A de rares exceptions près, le « dressage » se déroule de manière violente. Le propriétaire de l’animal emploie la force et les coups pour se faire obéir des jeunes primates. Mais en vieillissant, ces derniers deviennent irascibles et donc dangereux. Ils sont alors « réorientés » professionnellement vers les laboratoires pharmaceutiques qui, dans le meilleur des cas, testent sur eux des vaccins. Ou alors ils finissent leur existence dans des animaleries ambulantes qui les exposent derrière les barreaux de cages sordides. Ceux que les associations de protection arrivent à récupérer, sont confiés à des orphelinats et à des centres de réintroduction, où des scientifiques et des bénévoles tentent de les réhabituer à la vie sauvage.
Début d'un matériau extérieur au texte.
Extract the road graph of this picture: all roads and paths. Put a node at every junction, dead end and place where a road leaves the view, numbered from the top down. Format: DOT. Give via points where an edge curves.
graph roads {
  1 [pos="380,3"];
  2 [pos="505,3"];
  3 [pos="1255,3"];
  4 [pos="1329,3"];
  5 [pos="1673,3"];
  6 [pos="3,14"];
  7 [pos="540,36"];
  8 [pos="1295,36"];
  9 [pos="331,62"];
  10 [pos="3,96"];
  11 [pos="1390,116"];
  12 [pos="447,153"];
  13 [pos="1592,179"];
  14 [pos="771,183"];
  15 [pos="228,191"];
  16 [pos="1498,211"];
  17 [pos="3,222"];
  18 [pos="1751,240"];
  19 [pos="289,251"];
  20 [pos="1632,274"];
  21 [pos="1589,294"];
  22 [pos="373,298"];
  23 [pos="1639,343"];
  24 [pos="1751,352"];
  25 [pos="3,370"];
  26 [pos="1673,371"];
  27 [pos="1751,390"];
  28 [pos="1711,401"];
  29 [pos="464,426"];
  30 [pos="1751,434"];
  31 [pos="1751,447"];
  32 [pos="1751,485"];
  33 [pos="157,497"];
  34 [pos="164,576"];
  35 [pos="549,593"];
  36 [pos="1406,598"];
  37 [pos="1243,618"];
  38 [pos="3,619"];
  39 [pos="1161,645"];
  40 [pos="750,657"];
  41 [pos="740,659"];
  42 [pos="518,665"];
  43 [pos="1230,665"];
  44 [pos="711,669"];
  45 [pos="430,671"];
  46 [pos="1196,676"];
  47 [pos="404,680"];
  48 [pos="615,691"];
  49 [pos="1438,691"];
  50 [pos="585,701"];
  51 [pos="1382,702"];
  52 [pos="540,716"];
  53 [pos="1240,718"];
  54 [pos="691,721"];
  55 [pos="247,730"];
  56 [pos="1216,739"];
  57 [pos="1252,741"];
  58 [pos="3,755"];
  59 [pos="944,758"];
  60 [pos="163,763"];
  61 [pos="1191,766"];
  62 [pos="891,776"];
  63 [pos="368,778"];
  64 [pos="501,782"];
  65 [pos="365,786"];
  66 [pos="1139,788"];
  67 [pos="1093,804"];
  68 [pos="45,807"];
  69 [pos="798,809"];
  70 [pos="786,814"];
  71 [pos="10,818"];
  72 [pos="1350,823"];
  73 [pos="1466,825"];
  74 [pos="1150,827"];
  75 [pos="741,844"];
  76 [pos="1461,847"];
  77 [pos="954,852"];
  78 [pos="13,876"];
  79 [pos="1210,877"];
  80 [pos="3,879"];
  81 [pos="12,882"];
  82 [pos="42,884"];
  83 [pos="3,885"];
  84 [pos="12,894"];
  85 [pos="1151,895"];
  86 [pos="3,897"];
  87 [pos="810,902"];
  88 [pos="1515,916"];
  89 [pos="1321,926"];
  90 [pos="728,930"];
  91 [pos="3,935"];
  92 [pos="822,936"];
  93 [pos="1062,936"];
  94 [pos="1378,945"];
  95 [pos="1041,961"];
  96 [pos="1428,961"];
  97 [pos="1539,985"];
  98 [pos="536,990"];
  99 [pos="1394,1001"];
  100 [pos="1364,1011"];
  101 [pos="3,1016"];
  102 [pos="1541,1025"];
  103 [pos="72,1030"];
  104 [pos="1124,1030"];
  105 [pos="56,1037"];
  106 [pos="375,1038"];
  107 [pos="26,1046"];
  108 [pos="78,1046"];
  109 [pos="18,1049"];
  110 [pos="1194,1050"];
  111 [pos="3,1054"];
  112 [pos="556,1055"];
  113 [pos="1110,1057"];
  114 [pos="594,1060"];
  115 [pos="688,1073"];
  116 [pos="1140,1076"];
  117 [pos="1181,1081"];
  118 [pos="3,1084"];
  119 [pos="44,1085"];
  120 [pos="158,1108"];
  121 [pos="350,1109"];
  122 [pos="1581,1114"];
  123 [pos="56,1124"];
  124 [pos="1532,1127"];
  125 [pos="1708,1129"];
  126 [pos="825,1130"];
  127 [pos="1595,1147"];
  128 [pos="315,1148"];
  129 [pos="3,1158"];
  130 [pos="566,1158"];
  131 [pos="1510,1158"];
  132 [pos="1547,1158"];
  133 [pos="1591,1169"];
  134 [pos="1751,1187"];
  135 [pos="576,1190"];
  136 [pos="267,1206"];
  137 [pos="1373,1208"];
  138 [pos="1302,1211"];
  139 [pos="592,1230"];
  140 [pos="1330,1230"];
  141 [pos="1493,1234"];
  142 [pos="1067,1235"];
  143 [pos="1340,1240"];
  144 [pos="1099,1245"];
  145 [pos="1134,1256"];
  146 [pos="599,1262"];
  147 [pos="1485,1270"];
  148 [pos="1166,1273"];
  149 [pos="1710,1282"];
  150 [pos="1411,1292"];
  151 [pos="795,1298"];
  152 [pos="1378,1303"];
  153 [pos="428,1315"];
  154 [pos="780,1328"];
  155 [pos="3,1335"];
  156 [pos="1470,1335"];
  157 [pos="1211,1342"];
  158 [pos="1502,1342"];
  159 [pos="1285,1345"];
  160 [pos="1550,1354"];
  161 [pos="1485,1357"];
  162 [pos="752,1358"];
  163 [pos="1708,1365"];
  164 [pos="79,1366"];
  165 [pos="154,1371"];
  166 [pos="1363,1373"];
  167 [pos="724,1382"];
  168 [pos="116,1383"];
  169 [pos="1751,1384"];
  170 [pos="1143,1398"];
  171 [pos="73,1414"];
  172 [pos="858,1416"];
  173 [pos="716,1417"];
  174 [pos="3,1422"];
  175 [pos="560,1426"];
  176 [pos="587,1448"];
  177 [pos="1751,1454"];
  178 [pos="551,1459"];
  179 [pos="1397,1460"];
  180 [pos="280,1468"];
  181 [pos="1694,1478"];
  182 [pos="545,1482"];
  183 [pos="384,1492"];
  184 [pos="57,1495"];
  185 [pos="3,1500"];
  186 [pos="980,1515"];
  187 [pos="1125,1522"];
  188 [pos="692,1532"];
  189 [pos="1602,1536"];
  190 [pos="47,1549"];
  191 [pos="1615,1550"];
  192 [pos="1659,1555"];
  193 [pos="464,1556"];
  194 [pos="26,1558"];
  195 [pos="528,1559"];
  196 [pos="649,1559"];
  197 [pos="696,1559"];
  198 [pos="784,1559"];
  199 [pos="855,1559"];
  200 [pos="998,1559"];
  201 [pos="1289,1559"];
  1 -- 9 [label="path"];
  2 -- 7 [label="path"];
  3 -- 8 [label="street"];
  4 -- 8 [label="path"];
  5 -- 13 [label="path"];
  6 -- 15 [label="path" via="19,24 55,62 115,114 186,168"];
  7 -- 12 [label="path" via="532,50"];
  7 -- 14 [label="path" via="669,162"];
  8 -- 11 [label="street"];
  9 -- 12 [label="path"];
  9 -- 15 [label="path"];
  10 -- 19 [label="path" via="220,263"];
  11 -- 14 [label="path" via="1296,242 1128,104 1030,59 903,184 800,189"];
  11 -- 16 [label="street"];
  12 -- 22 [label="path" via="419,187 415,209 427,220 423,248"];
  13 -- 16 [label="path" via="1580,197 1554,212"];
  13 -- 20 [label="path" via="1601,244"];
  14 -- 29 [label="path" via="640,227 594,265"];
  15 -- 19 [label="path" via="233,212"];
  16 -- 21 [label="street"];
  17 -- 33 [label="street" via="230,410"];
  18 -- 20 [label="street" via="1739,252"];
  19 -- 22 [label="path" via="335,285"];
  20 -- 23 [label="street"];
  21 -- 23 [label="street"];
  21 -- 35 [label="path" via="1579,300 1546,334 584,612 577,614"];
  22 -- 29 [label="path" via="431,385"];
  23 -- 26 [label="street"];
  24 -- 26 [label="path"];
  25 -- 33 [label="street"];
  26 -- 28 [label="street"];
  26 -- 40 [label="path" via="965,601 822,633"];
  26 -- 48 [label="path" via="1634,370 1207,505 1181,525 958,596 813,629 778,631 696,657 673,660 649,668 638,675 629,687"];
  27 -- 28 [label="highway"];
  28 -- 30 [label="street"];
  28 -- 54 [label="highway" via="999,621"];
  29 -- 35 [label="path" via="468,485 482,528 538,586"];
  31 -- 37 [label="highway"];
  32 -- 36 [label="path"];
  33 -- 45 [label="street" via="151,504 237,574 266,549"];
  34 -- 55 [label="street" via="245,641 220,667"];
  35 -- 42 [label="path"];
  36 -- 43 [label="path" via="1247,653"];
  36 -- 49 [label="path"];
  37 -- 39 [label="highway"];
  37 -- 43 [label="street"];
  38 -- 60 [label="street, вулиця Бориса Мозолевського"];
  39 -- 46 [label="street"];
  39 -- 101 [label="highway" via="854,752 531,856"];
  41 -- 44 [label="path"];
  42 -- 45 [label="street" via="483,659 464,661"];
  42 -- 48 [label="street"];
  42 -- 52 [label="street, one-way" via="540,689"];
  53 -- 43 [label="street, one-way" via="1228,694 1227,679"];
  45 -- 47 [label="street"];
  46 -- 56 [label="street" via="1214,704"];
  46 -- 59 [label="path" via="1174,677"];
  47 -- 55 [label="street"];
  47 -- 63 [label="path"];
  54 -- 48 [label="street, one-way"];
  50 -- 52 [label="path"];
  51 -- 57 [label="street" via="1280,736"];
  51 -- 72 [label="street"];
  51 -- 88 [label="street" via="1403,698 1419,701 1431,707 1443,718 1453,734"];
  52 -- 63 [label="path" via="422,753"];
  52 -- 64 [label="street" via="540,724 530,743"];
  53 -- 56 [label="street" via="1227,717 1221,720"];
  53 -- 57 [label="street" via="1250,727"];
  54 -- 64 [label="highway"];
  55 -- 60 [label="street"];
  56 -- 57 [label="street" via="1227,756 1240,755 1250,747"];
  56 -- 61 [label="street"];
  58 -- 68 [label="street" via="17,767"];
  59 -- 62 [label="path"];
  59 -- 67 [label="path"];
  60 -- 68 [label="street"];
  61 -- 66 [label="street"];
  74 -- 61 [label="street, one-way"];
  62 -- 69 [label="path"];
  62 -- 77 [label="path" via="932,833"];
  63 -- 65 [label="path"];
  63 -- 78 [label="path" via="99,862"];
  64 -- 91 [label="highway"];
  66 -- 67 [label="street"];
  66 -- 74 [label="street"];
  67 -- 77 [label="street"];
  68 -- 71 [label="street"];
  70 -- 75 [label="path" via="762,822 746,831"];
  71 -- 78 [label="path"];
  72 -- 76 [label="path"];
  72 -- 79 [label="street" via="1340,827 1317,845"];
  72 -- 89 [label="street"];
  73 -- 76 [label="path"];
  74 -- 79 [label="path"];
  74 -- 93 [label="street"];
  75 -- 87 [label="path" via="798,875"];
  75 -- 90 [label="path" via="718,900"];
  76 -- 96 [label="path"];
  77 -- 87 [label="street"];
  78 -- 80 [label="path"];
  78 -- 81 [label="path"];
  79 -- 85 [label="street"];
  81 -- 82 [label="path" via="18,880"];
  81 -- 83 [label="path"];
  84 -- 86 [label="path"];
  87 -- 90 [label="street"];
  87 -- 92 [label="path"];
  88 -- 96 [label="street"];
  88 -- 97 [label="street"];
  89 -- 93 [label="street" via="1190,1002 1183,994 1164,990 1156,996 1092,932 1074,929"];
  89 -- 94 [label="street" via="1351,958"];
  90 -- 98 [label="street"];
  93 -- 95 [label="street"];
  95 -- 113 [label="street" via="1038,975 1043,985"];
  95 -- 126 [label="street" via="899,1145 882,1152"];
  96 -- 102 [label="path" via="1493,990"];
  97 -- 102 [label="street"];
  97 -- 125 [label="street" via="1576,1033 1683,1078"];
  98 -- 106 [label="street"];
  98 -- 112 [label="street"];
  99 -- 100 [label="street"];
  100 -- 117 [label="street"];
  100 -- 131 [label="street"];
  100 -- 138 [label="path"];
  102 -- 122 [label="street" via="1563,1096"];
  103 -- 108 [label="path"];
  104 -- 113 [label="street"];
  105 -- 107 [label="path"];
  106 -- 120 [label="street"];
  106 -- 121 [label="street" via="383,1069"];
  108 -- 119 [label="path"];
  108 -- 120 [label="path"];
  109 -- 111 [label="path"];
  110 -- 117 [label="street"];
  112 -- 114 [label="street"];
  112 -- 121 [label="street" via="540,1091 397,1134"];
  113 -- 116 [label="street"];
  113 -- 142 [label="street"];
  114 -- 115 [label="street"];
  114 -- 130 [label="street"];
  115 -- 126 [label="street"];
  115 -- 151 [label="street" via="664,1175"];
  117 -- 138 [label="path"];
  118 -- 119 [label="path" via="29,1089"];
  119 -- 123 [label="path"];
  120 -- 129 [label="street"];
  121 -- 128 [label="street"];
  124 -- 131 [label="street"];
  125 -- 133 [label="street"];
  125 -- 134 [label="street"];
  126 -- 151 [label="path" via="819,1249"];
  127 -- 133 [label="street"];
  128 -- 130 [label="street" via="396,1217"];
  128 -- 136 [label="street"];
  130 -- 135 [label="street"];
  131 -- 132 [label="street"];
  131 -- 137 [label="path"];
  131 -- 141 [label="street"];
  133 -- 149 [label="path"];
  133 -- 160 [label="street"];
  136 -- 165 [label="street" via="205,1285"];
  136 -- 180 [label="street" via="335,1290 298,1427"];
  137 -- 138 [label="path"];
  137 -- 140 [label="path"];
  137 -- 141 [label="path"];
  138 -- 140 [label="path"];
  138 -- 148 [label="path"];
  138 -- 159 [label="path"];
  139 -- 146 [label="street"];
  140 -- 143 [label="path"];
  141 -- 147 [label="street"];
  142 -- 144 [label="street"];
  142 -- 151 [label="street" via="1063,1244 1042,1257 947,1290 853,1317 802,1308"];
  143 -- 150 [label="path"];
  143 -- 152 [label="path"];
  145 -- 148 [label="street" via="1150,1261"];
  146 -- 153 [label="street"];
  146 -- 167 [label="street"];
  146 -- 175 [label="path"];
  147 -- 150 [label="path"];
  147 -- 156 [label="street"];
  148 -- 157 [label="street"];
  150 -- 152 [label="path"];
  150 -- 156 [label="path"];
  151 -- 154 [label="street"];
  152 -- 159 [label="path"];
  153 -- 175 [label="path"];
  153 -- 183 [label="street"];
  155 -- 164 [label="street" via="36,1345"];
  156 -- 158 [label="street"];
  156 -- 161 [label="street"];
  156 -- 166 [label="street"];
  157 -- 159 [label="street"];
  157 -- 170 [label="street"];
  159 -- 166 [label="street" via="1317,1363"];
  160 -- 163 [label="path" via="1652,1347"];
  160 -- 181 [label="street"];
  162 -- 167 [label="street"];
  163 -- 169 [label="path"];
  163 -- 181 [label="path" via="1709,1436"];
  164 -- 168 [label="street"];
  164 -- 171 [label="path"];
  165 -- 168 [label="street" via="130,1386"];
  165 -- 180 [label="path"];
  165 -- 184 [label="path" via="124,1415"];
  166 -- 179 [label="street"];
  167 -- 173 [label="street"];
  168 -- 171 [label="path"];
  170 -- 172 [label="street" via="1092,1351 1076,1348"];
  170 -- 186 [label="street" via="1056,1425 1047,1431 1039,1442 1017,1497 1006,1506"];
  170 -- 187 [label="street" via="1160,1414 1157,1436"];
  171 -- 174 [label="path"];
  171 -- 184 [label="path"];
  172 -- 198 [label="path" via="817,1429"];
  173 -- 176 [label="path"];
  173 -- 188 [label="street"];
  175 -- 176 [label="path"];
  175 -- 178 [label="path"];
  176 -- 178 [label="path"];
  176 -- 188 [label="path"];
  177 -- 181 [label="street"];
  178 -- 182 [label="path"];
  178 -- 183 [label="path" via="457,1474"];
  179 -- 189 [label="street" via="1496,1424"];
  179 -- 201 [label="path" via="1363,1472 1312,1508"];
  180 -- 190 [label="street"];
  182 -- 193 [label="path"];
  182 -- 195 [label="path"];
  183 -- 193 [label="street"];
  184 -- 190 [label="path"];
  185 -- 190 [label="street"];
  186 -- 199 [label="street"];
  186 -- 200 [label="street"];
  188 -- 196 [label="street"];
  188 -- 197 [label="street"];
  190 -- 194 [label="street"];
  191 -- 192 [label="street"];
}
La ville de Pucket en Thaïlande, célèbre site balnéaire, a malgré elle acquit une notoriété dont elle se serait passée. Equipés de gants et de shorts en satin rouge, les malheureux singes étaient contraints de se battre. Les paris étaient bien évidemment à la hauteur de ces affligeants spectacles.
Aujourd’hui, pour arrêter le commerce de la viande de brousse, des programmes d’éducation et de conservation renforcent l’action des sanctuaires dans les pays de l’Afrique Centrale, en Afrique du Sud, en Tanzanie et en Angola.
Rappelons que les primates habitent les forêts et savanes d’Afrique tropicale, notamment au Gabon, en République démocratique du Congo et au Cameroun. Ils sont aussi présents, mais en moindre nombre et aussi plus menacés au Ghana, en Guinée-Bissau, au Nigeria, au Burundi et au Rwanda. Enfin, il en subsiste de rares groupes au Sénégal, au Mali, en Guinée équatoriale et au Soudan. Et Ils ont totalement disparus de la Gambie, du Burkina Faso, du Togo et du Bénin.